Tuesday, 11 February 2025 - 23:55

Foto: jweekly.comFoto: jweekly.com

Washington, REQNews.com -- Sebanyak 27 kelompok Kristen dan Yahudi -- yang mewakili jutaan orang AS -- Selasa 11 Februari mengajukan gugatan hukum federal yang menentang langkah Presiden Donald Trump memberi keleluasaan petugas imigrasi melakukan penangkapan di rumah ibadah.

Mulai dari Gereja Episkopal, Union for Reform Judaism, Mennoites, dan Unitarrian Unversalist, mengajukan gugatan ke Pengadilan Distrik AS di Maryland, dengan menyatakan kebijakan baru itu menyebabkan ketakutan akan penggrebekan saat beribadah. Akibatnya, jumlah kehadiran jamaah menurun.

Salah satu penggugat mengatakan kebijakan Trump melanggar kebebasan beragama, terutama melayani migran, termasuk mereka yang berada di AS secara ilegal.

"Kami memiliki imigran, pengungsi, orang-orang yang berdokumen dan tidak berdokumen," kata Sean Rowe, uskup ketua Gereja Episkopal.

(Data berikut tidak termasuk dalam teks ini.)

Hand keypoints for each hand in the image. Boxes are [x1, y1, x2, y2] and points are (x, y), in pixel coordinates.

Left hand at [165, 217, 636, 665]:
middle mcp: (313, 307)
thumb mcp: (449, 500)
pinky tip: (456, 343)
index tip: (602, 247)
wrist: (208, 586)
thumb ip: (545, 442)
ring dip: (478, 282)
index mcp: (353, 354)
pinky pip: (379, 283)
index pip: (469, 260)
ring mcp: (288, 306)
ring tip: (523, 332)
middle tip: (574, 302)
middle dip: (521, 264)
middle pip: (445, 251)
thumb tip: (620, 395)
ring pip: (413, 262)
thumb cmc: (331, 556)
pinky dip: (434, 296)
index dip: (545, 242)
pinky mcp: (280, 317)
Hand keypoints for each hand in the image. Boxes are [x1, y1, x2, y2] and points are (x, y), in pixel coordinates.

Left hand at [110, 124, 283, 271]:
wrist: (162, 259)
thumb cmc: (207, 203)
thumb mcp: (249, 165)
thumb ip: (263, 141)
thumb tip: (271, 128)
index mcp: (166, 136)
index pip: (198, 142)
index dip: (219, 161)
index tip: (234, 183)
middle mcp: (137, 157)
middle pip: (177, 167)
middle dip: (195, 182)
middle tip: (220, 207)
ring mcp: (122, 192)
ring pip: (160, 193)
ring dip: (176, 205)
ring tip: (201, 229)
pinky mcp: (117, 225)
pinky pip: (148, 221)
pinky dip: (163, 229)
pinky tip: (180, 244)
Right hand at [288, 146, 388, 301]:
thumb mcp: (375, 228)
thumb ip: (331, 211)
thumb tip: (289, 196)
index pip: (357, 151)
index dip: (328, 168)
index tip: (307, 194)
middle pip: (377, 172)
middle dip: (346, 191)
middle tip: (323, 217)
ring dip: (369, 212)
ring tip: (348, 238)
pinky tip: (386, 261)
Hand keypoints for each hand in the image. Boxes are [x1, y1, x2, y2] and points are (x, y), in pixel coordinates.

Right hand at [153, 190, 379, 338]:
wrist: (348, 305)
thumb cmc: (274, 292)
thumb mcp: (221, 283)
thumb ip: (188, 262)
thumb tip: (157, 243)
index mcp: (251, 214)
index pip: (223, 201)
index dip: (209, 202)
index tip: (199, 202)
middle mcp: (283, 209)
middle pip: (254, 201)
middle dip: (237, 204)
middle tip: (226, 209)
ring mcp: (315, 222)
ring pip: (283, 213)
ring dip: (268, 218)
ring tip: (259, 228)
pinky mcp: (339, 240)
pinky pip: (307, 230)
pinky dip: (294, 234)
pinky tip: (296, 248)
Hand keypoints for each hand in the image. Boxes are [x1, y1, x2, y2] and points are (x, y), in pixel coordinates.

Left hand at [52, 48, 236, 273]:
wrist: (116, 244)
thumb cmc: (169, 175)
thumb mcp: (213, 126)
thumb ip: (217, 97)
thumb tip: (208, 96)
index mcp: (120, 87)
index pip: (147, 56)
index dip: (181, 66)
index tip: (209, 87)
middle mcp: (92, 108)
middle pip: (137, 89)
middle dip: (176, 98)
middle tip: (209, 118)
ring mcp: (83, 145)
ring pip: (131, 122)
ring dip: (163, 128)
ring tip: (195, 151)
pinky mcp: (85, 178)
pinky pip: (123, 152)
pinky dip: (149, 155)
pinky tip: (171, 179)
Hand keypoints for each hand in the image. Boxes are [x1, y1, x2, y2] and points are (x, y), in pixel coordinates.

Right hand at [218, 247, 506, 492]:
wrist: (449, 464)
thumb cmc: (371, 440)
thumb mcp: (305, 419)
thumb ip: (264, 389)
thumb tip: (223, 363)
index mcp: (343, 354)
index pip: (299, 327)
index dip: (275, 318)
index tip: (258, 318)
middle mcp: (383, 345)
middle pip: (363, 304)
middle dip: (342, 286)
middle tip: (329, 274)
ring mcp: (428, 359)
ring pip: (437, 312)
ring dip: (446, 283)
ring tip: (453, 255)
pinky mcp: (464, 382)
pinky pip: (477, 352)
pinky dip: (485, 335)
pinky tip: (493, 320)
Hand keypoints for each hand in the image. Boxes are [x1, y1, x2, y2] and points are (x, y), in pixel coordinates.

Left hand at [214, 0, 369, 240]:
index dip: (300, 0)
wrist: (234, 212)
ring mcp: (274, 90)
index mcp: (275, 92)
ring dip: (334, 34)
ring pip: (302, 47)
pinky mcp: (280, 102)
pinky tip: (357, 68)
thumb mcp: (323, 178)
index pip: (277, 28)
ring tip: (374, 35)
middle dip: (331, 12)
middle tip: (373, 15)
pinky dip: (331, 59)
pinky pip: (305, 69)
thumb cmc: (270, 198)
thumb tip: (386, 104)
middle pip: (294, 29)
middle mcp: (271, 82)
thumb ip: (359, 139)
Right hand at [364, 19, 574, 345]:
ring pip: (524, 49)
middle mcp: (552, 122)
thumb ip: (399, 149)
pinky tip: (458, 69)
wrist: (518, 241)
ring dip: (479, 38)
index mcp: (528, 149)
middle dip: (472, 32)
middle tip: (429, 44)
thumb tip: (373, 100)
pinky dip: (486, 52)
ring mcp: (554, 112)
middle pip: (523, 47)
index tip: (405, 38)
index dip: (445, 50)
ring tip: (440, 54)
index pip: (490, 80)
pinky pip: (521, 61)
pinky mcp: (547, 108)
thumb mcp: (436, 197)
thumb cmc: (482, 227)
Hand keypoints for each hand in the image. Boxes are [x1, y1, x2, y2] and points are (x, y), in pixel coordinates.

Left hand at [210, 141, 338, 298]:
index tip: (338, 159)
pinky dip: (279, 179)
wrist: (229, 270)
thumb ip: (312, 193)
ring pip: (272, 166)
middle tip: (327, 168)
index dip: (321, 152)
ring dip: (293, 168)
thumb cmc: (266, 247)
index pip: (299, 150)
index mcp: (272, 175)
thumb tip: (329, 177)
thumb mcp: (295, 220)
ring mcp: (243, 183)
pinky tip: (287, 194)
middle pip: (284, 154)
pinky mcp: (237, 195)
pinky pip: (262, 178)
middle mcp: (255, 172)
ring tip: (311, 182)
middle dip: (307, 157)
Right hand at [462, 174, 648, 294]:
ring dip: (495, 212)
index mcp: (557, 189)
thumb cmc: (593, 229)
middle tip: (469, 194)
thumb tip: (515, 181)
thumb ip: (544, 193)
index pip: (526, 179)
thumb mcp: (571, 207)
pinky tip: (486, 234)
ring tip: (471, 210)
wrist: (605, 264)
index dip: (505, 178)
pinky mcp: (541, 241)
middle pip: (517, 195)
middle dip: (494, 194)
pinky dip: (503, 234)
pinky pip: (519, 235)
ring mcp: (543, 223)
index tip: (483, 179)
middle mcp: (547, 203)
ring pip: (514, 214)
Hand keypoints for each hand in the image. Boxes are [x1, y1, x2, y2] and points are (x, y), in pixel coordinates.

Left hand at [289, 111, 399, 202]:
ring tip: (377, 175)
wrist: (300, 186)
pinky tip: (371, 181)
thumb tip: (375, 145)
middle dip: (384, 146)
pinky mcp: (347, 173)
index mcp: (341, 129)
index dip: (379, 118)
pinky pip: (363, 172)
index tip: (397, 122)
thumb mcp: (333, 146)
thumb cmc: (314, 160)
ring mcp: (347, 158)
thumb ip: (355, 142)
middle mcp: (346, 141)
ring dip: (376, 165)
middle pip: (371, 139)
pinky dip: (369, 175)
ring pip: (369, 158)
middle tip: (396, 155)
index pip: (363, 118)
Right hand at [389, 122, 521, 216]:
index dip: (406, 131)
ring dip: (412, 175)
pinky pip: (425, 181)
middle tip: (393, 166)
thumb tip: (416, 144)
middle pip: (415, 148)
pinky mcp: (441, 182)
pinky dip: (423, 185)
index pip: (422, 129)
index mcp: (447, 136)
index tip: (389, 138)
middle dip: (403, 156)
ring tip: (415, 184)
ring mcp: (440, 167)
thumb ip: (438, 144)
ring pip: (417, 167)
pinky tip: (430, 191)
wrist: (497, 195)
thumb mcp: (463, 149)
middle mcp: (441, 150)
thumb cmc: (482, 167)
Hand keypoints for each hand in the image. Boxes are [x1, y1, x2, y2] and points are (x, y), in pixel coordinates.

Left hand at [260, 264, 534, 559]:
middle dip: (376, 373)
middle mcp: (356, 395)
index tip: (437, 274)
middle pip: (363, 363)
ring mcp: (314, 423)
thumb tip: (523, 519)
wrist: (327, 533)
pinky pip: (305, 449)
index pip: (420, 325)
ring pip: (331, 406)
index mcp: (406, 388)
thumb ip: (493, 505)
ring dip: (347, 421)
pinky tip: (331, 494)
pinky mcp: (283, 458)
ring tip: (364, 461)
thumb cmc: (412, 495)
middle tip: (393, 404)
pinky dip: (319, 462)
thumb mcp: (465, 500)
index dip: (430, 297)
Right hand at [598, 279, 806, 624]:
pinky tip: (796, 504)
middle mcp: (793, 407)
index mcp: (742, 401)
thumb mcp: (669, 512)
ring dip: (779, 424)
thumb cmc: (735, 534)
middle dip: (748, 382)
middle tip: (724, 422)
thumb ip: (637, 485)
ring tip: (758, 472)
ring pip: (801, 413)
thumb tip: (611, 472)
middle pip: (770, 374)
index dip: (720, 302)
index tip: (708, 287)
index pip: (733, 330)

'Kami tidak dapat beribadah dengan bebas jika beberapa dari kami hidup dalam ketakutan," lanjutnya kepada Associated Press. "Bergabung dalam gugatan ini, kami sedang mengupayakan kemampuan berkumpul dan menjalankan iman kami sepenuhnya."

Sebelumnya, pada 27 Januari, lima jemaat Quaker -- diikuti Cooperative Baptist Fellowship dan satu kuil Sikh -- juga melayangkan gugatan serupa. Saat ini semua kelompok keagamaan sedang menuggu keputusan Pengadilan Distrik AS di Maryland.

Redaktur : Teguh Setiawan

REQ Home
IFBC Expo Oktober 2025
REQcomm Strategic Consultant

Berita Terkait

Tidak ada berita terkait.

Berita Rekomendasi

Tidak ada berita rekomendasi.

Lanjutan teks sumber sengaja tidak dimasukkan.